Hey Austin, Sanjeev,
Thanks once more! Took some time to review the pages. That was
certainly very helpful. Appreciated!
However, I tried to access https://dn01/blockScannerReport on a test
Cloudera 6.3 cluster. Didn't work Tried the following as well:
http://dn01:50075/blockscannerreport?listblocks
https://dn01:50075/blockscannerreport
https://dn01:10006/blockscannerreport
Checked that port 50075 is up ( netstat -pnltu ). There's no service on
that port on the workers. Checked the pages:
https://docs.cloudera.com/documentation/enterprise/5-14-x/topics/cdh_ig_ports_cdh5.html
It is defined on the pages. Checked if the following is set:
The following 2 configurations in/hdfs-site.xml/are the most used for
block scanners.
*
*
* *dfs.block.scanner.volume.bytes.per.second* to throttle the scan
bandwidth to configurable bytes per second. *Default value is 1M*.
Setting this to 0 will disable the block scanner.

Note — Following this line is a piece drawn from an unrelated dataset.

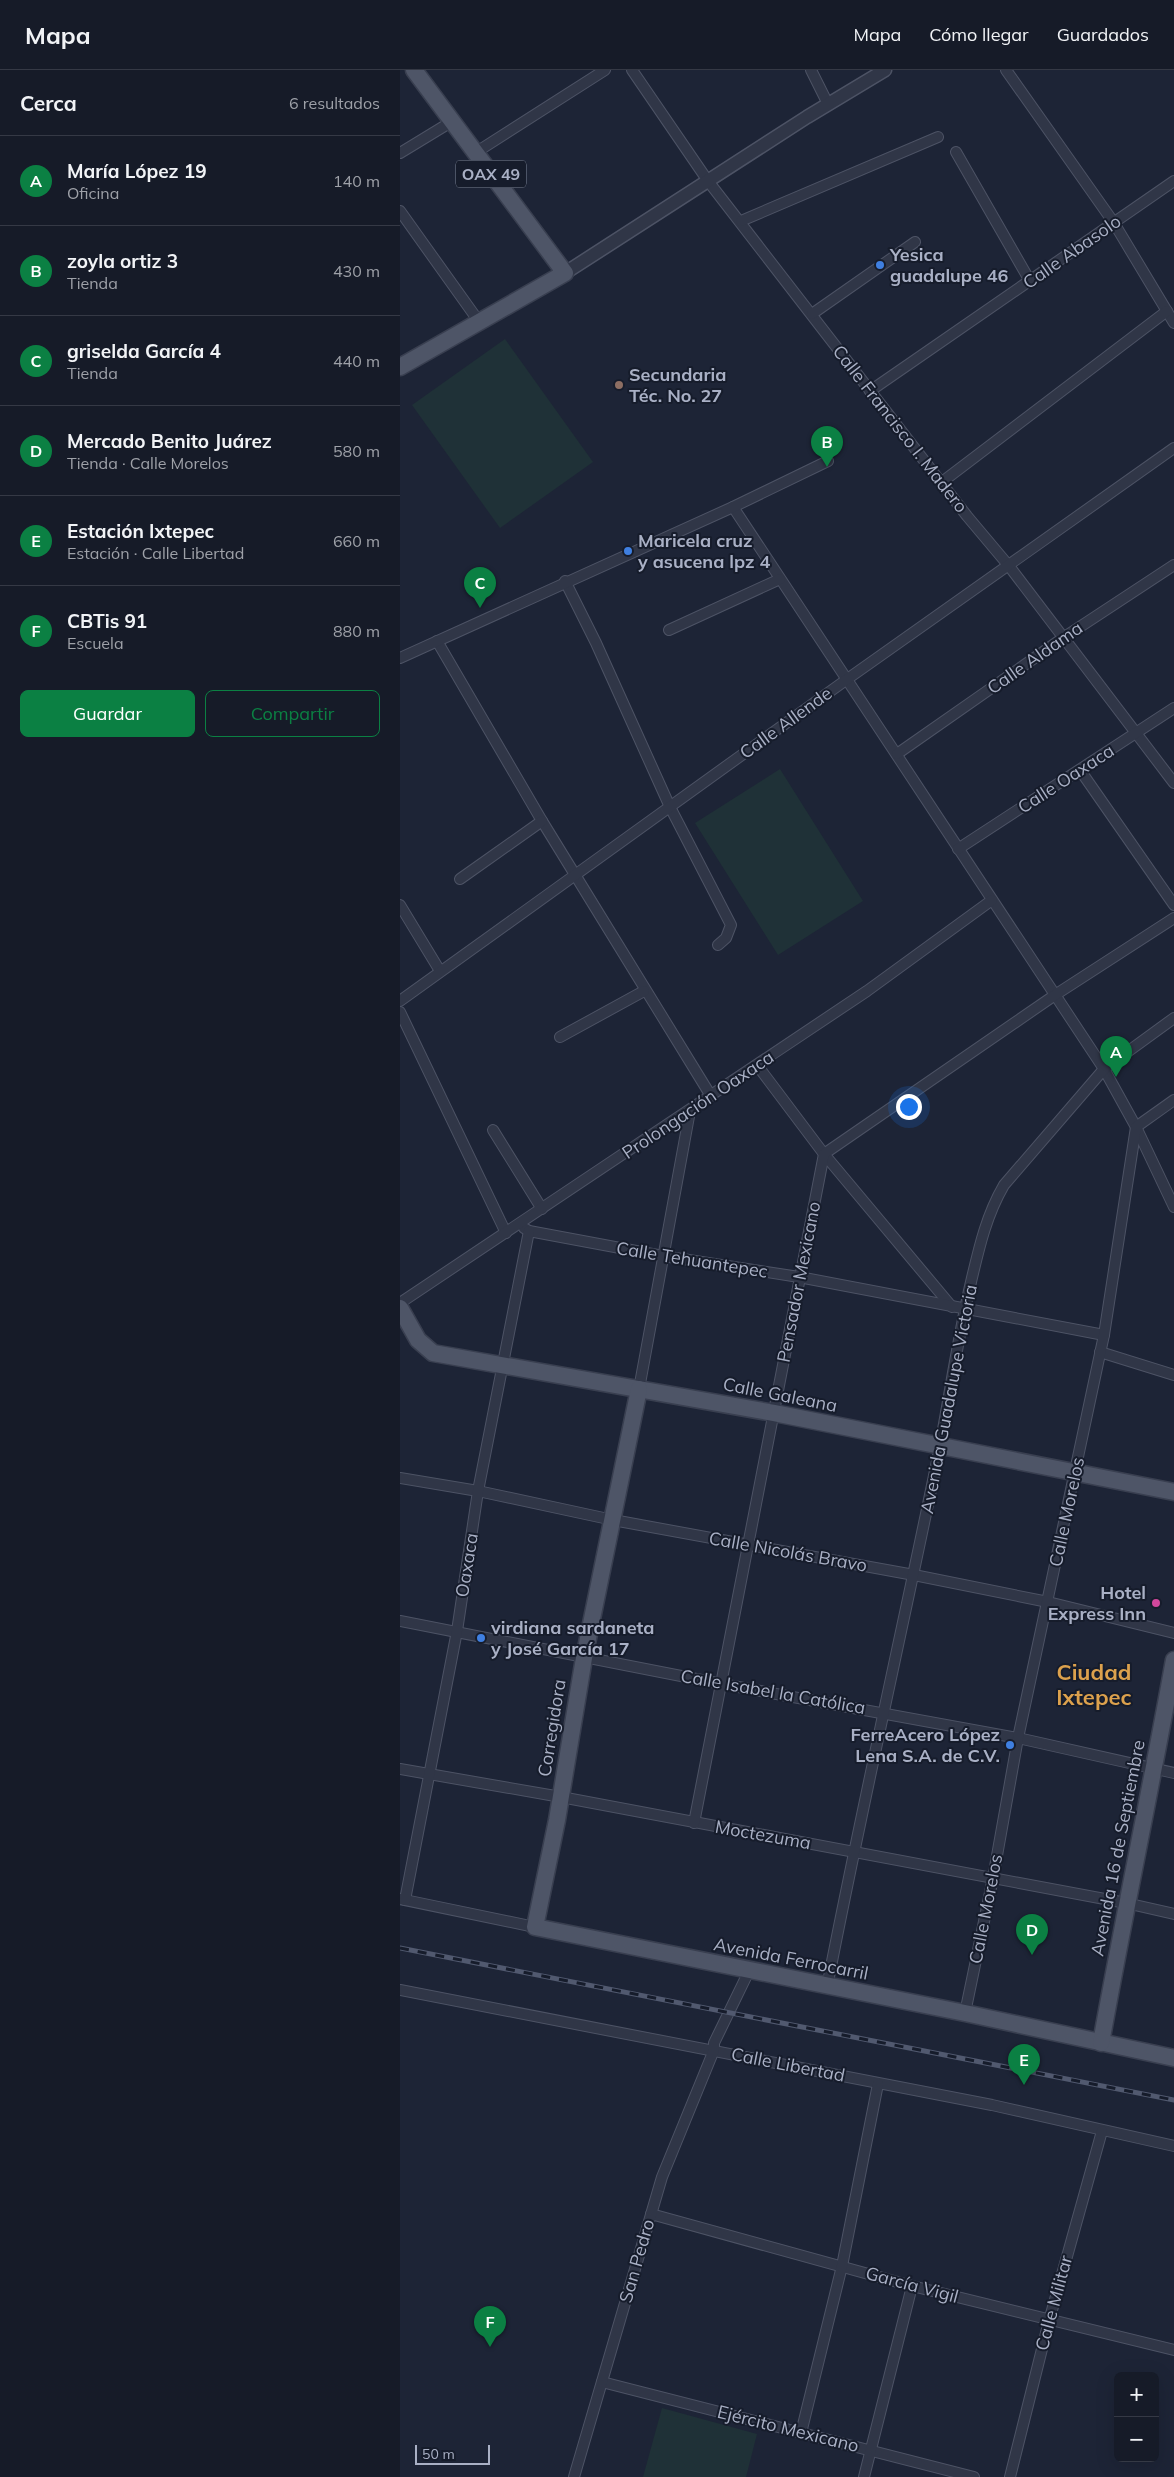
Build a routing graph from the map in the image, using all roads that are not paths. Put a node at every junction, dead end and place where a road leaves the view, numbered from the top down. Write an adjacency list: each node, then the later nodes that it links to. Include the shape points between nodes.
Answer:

* *dfs.datanode.scan.period.hours*to configure the scan period, which
defines how often a whole scan is performed. This should be set to a
long enough interval to really take effect, for the reasons
explained above. *Default value is 3 weeks (504 hours)*. Setting
this to 0 will use the default value. Setting this to a negative
value will disable the block scanner.
These are NOT explicitly set. Checked hdfs-site.xml. Nothing defined
there. Checked the Configuration tab in the cluster. It's not defined
either.
Does this mean that the defaults are applied OR does it mean that the
block / volume scanner is disabled? I see the pages detail what values
for these settings mean but I didn't see any notes pertaining to the
situation where both values are not explicitly set.
Thx,
TK
On 10/21/2020 1:34 PM, संजीव (Sanjeev Tripurari) wrote:
Yes Austin,
you are right every datanode will do its block verification, which is
send as health check report to the namenode
Regards
-Sanjeev
On Wed, 21 Oct 2020 at 21:53, Austin Hackett <hacketta...@me.com
<mailto:hacketta...@me.com>> wrote:
Hi Tom
It is my understanding that in addition to block verification on
client reads, each data node runs a DataBlockScanner in a
background thread that periodically verifies all the blocks stored
on the data node. The dfs.datanode.scan.period.hours property
controls how often this verification occurs.
I think the reports are available via the data node
/blockScannerReport HTTP endpoint, although I’m not sure I ever
actually looked at one. (add ?listblocks to get the verification
status of each block).
More info here:
https://blog.cloudera.com/hdfs-datanode-scanners-and-disk-checker-explained/
<https://blog.cloudera.com/hdfs-datanode-scanners-and-disk-checker-explained/>
Thanks
Austin
On 21 Oct 2020, at 16:47, TomK <tomk...@mdevsys.com
<mailto:tomk...@mdevsys.com>> wrote:
Hey Sanjeev,
Allright. Thank you once more. This is clear.
However, this poses an issue then. If during the two years, disk
drives develop bad blocks but do not necessarily fail to the
point that they cannot be mounted, that checksum would have
changed since those filesystem blocks can no longer be read.
However, from an HDFS perspective, since no checks are done
regularly, that is not known. So HDFS still reports that the
file is fine, in other words, no missing blocks. For example, if
a disk is going bad, but those files are not read for two years,
the system won't know that there is a problem. Even when
removing a data node temporarily and re-adding the datanode, HDFS
isn't checking because that HDFS file isn't read.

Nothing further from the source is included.